__About this exercise__. Without omitting anything, write out the listing below precisely.

__Available records__.
'''
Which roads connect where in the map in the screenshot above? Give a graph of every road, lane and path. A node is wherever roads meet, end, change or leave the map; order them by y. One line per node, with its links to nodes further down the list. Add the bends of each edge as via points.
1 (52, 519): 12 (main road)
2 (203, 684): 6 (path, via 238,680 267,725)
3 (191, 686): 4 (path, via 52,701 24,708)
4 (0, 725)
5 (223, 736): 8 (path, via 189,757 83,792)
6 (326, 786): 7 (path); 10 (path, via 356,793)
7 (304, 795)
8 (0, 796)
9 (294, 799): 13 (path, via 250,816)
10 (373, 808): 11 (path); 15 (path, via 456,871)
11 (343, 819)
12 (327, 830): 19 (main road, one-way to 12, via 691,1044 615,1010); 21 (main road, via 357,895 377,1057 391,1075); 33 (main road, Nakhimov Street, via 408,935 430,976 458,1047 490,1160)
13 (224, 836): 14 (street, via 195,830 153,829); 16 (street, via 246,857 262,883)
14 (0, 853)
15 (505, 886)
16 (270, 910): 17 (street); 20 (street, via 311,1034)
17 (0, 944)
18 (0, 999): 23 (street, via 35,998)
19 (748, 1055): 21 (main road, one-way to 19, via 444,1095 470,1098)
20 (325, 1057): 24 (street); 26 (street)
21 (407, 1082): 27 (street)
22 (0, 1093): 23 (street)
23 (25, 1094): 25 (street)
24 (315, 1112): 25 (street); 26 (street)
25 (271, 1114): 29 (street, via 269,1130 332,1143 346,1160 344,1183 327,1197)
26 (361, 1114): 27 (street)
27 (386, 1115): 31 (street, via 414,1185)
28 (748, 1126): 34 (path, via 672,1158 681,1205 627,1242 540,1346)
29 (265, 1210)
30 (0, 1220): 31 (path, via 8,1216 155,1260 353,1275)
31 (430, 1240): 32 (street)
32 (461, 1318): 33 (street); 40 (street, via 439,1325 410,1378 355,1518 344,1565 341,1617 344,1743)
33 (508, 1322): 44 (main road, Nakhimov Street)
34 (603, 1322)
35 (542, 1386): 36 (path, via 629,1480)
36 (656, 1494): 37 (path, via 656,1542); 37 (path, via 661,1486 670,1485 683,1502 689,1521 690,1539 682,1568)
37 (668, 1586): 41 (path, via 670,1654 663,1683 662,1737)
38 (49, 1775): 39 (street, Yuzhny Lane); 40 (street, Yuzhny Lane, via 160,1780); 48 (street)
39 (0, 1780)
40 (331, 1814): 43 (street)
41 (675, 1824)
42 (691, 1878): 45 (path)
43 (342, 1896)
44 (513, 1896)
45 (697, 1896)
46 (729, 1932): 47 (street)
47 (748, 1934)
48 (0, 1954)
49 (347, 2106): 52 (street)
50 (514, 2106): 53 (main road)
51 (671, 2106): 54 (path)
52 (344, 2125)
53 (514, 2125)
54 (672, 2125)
'''
__Reply__.
Which roads connect where in the map in the screenshot above? Give a graph of every road, lane and path. A node is wherever roads meet, end, change or leave the map; order them by y. One line per node, with its links to nodes further down the list. Add the bends of each edge as via points.
1 (52, 519): 12 (main road)
2 (203, 684): 6 (path, via 238,680 267,725)
3 (191, 686): 4 (path, via 52,701 24,708)
4 (0, 725)
5 (223, 736): 8 (path, via 189,757 83,792)
6 (326, 786): 7 (path); 10 (path, via 356,793)
7 (304, 795)
8 (0, 796)
9 (294, 799): 13 (path, via 250,816)
10 (373, 808): 11 (path); 15 (path, via 456,871)
11 (343, 819)
12 (327, 830): 19 (main road, one-way to 12, via 691,1044 615,1010); 21 (main road, via 357,895 377,1057 391,1075); 33 (main road, Nakhimov Street, via 408,935 430,976 458,1047 490,1160)
13 (224, 836): 14 (street, via 195,830 153,829); 16 (street, via 246,857 262,883)
14 (0, 853)
15 (505, 886)
16 (270, 910): 17 (street); 20 (street, via 311,1034)
17 (0, 944)
18 (0, 999): 23 (street, via 35,998)
19 (748, 1055): 21 (main road, one-way to 19, via 444,1095 470,1098)
20 (325, 1057): 24 (street); 26 (street)
21 (407, 1082): 27 (street)
22 (0, 1093): 23 (street)
23 (25, 1094): 25 (street)
24 (315, 1112): 25 (street); 26 (street)
25 (271, 1114): 29 (street, via 269,1130 332,1143 346,1160 344,1183 327,1197)
26 (361, 1114): 27 (street)
27 (386, 1115): 31 (street, via 414,1185)
28 (748, 1126): 34 (path, via 672,1158 681,1205 627,1242 540,1346)
29 (265, 1210)
30 (0, 1220): 31 (path, via 8,1216 155,1260 353,1275)
31 (430, 1240): 32 (street)
32 (461, 1318): 33 (street); 40 (street, via 439,1325 410,1378 355,1518 344,1565 341,1617 344,1743)
33 (508, 1322): 44 (main road, Nakhimov Street)
34 (603, 1322)
35 (542, 1386): 36 (path, via 629,1480)
36 (656, 1494): 37 (path, via 656,1542); 37 (path, via 661,1486 670,1485 683,1502 689,1521 690,1539 682,1568)
37 (668, 1586): 41 (path, via 670,1654 663,1683 662,1737)
38 (49, 1775): 39 (street, Yuzhny Lane); 40 (street, Yuzhny Lane, via 160,1780); 48 (street)
39 (0, 1780)
40 (331, 1814): 43 (street)
41 (675, 1824)
42 (691, 1878): 45 (path)
43 (342, 1896)
44 (513, 1896)
45 (697, 1896)
46 (729, 1932): 47 (street)
47 (748, 1934)
48 (0, 1954)
49 (347, 2106): 52 (street)
50 (514, 2106): 53 (main road)
51 (671, 2106): 54 (path)
52 (344, 2125)
53 (514, 2125)
54 (672, 2125)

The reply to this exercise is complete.